• **ACTION ITEM**: Keep the wording of every entry exactly as it is while leaving the pictures out of your copy.

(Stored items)
········

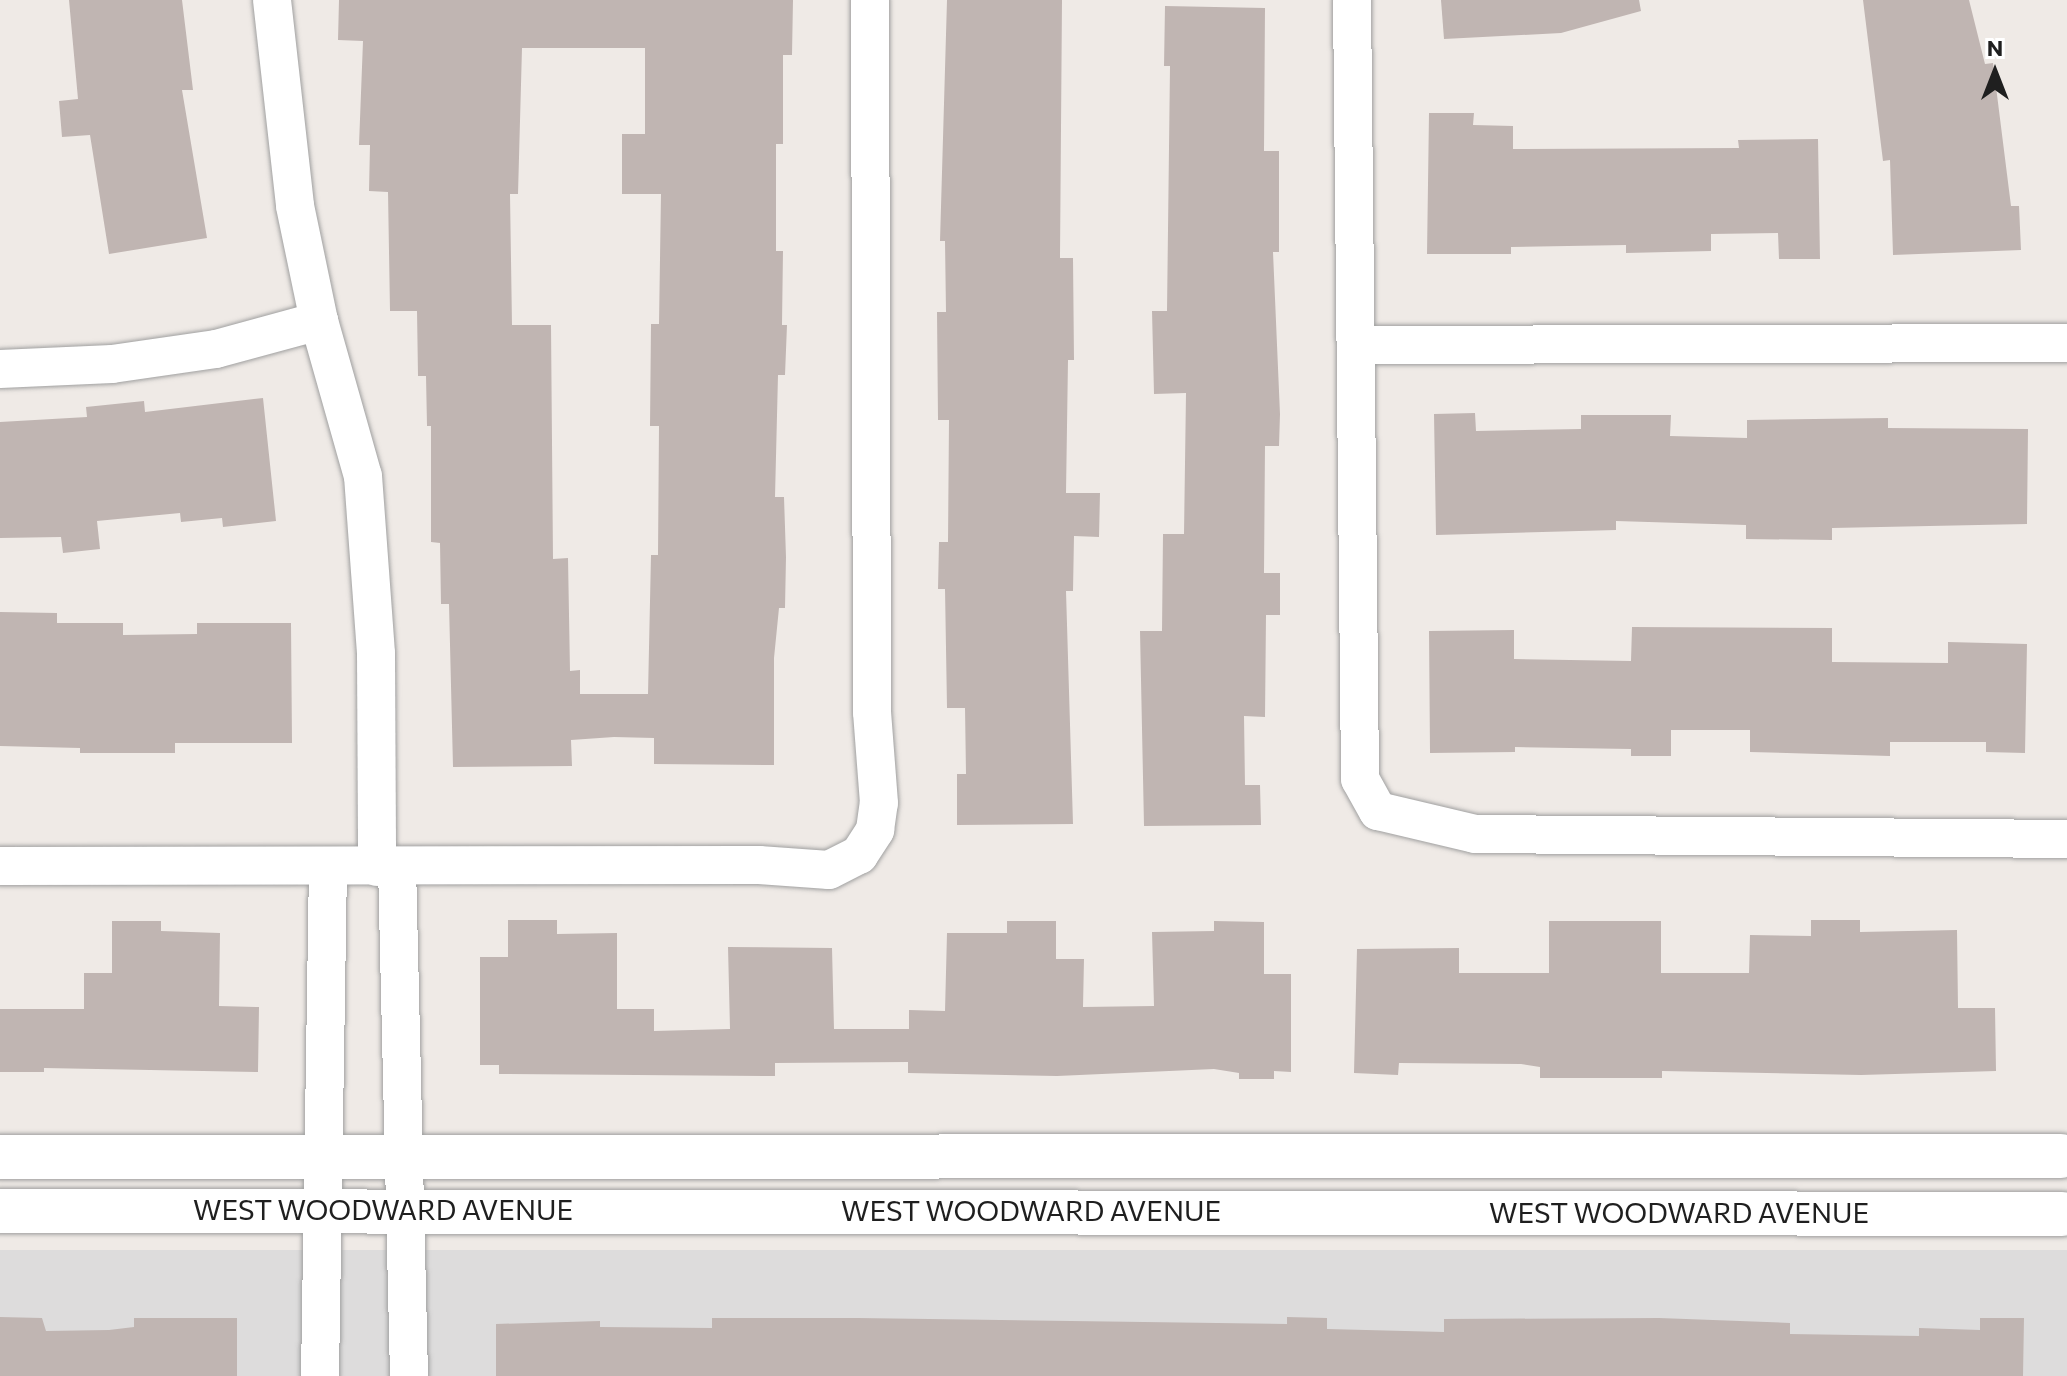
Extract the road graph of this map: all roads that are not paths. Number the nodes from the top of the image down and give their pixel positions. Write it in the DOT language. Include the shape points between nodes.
graph roads {
  1 [pos="272,0"];
  2 [pos="870,0"];
  3 [pos="1352,0"];
  4 [pos="319,321"];
  5 [pos="2067,343"];
  6 [pos="1356,345"];
  7 [pos="0,369"];
  8 [pos="2067,839"];
  9 [pos="0,866"];
  10 [pos="387,866"];
  11 [pos="328,867"];
  12 [pos="2064,1152"];
  13 [pos="0,1157"];
  14 [pos="324,1157"];
  15 [pos="404,1158"];
  16 [pos="405,1208"];
  17 [pos="323,1209"];
  18 [pos="0,1211"];
  19 [pos="2064,1217"];
  20 [pos="320,1376"];
  21 [pos="409,1376"];
  1 -- 4 [label="street" via="295,206"];
  2 -- 10 [label="street" via="872,712 879,770 875,830 859,855 829,870 759,865"];
  3 -- 6 [label="street"];
  4 -- 7 [label="street" via="216,349 112,364"];
  4 -- 10 [label="street" via="363,476"];
  5 -- 6 [label="street"];
  6 -- 8 [label="street" via="1360,779 1378,811 1475,834"];
  9 -- 11 [label="street"];
  10 -- 11 [label="street"];
  10 -- 15 [label="street"];
  11 -- 14 [label="street"];
  12 -- 15 [label="street, WEST WOODWARD AVENUE"];
  12 -- 19 [label="street" via="2055,1194"];
  13 -- 14 [label="street, WEST WOODWARD AVENUE"];
  14 -- 15 [label="street, WEST WOODWARD AVENUE"];
  14 -- 17 [label="street"];
  15 -- 16 [label="street"];
  16 -- 17 [label="street, WEST WOODWARD AVENUE"];
  16 -- 19 [label="street, WEST WOODWARD AVENUE"];
  16 -- 21 [label="street"];
  17 -- 18 [label="street, WEST WOODWARD AVENUE"];
  17 -- 20 [label="street"];
}
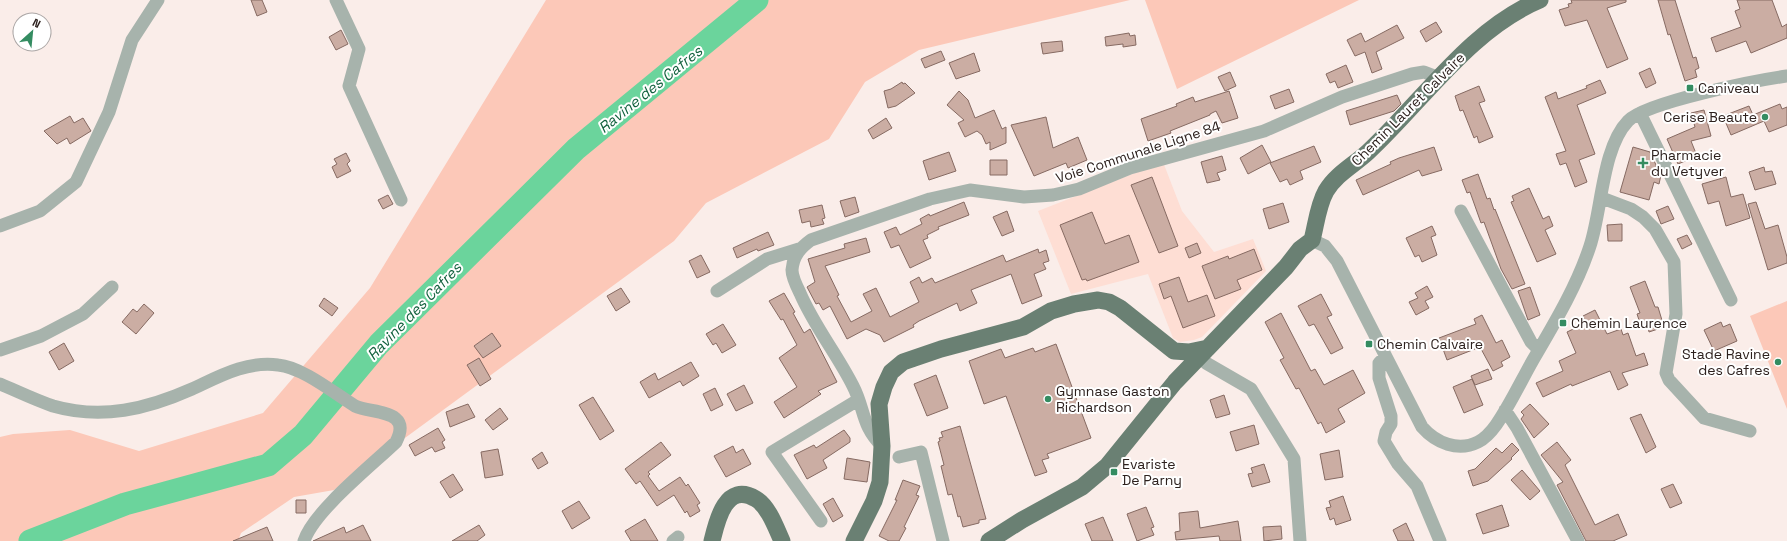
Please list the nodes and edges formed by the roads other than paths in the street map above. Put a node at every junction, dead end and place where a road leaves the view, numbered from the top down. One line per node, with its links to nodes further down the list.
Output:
1 (158, 0): 10 (street)
2 (336, 0): 8 (street)
3 (1540, 0): 5 (main road, Chemin Lauret Calvaire)
4 (1787, 76): 6 (street)
5 (1437, 78): 11 (main road, Chemin Lauret Calvaire); 12 (street, Voie Communale Ligne 84)
6 (1640, 113): 7 (street); 15 (street)
7 (1602, 198): 18 (street); 25 (street)
8 (401, 200)
9 (1461, 211): 18 (street)
10 (0, 226)
11 (1312, 240): 19 (main road); 20 (street)
12 (799, 249): 14 (street, Voie Communale Ligne 84); 23 (street)
13 (112, 287): 16 (street)
14 (717, 291)
15 (1731, 300)
16 (0, 350)
17 (1174, 350): 19 (main road); 21 (main road); 26 (main road)
18 (1539, 350): 24 (street)
19 (1204, 352): 21 (main road); 35 (street)
20 (1385, 357): 24 (street); 36 (street)
21 (1175, 382): 34 (main road)
22 (0, 384): 29 (street)
23 (858, 400): 26 (street); 28 (street)
24 (1505, 410): 37 (street)
25 (1750, 431)
26 (882, 446): 32 (main road)
27 (899, 456): 33 (street)
28 (821, 521)
29 (304, 541)
30 (712, 541): 31 (main road)
31 (782, 541)
32 (854, 541)
33 (943, 541)
34 (989, 541)
35 (1300, 541)
36 (1440, 541)
37 (1578, 541)

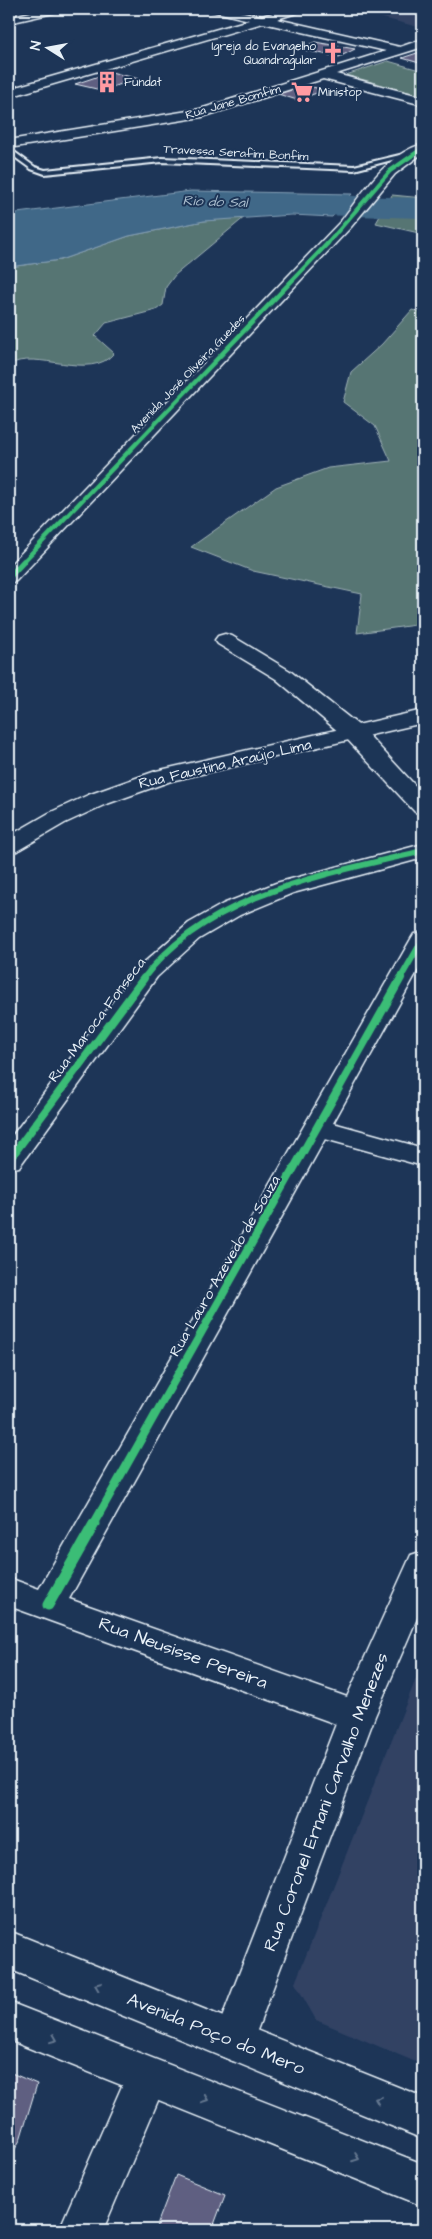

········

• **TASK RESPONSE**:
Extract the road graph of this map: all roads that are not paths. Number the nodes from the top of the image down and give their pixel positions. Write it in the DOT language. Include the shape points between nodes.
graph roads {
  1 [pos="272,0"];
  2 [pos="870,0"];
  3 [pos="1352,0"];
  4 [pos="319,321"];
  5 [pos="2067,343"];
  6 [pos="1356,345"];
  7 [pos="0,369"];
  8 [pos="2067,839"];
  9 [pos="0,866"];
  10 [pos="387,866"];
  11 [pos="328,867"];
  12 [pos="2064,1152"];
  13 [pos="0,1157"];
  14 [pos="324,1157"];
  15 [pos="404,1158"];
  16 [pos="405,1208"];
  17 [pos="323,1209"];
  18 [pos="0,1211"];
  19 [pos="2064,1217"];
  20 [pos="320,1376"];
  21 [pos="409,1376"];
  1 -- 4 [label="street" via="295,206"];
  2 -- 10 [label="street" via="872,712 879,770 875,830 859,855 829,870 759,865"];
  3 -- 6 [label="street"];
  4 -- 7 [label="street" via="216,349 112,364"];
  4 -- 10 [label="street" via="363,476"];
  5 -- 6 [label="street"];
  6 -- 8 [label="street" via="1360,779 1378,811 1475,834"];
  9 -- 11 [label="street"];
  10 -- 11 [label="street"];
  10 -- 15 [label="street"];
  11 -- 14 [label="street"];
  12 -- 15 [label="street, WEST WOODWARD AVENUE"];
  12 -- 19 [label="street" via="2055,1194"];
  13 -- 14 [label="street, WEST WOODWARD AVENUE"];
  14 -- 15 [label="street, WEST WOODWARD AVENUE"];
  14 -- 17 [label="street"];
  15 -- 16 [label="street"];
  16 -- 17 [label="street, WEST WOODWARD AVENUE"];
  16 -- 19 [label="street, WEST WOODWARD AVENUE"];
  16 -- 21 [label="street"];
  17 -- 18 [label="street, WEST WOODWARD AVENUE"];
  17 -- 20 [label="street"];
}
Please list the nodes and edges formed by the roads other than paths in the street map above. Put a node at every junction, dead end and place where a road leaves the view, numbered from the top down. One line per node, with its links to nodes further down the list.
Output:
1 (158, 0): 10 (street)
2 (336, 0): 8 (street)
3 (1540, 0): 5 (main road, Chemin Lauret Calvaire)
4 (1787, 76): 6 (street)
5 (1437, 78): 11 (main road, Chemin Lauret Calvaire); 12 (street, Voie Communale Ligne 84)
6 (1640, 113): 7 (street); 15 (street)
7 (1602, 198): 18 (street); 25 (street)
8 (401, 200)
9 (1461, 211): 18 (street)
10 (0, 226)
11 (1312, 240): 19 (main road); 20 (street)
12 (799, 249): 14 (street, Voie Communale Ligne 84); 23 (street)
13 (112, 287): 16 (street)
14 (717, 291)
15 (1731, 300)
16 (0, 350)
17 (1174, 350): 19 (main road); 21 (main road); 26 (main road)
18 (1539, 350): 24 (street)
19 (1204, 352): 21 (main road); 35 (street)
20 (1385, 357): 24 (street); 36 (street)
21 (1175, 382): 34 (main road)
22 (0, 384): 29 (street)
23 (858, 400): 26 (street); 28 (street)
24 (1505, 410): 37 (street)
25 (1750, 431)
26 (882, 446): 32 (main road)
27 (899, 456): 33 (street)
28 (821, 521)
29 (304, 541)
30 (712, 541): 31 (main road)
31 (782, 541)
32 (854, 541)
33 (943, 541)
34 (989, 541)
35 (1300, 541)
36 (1440, 541)
37 (1578, 541)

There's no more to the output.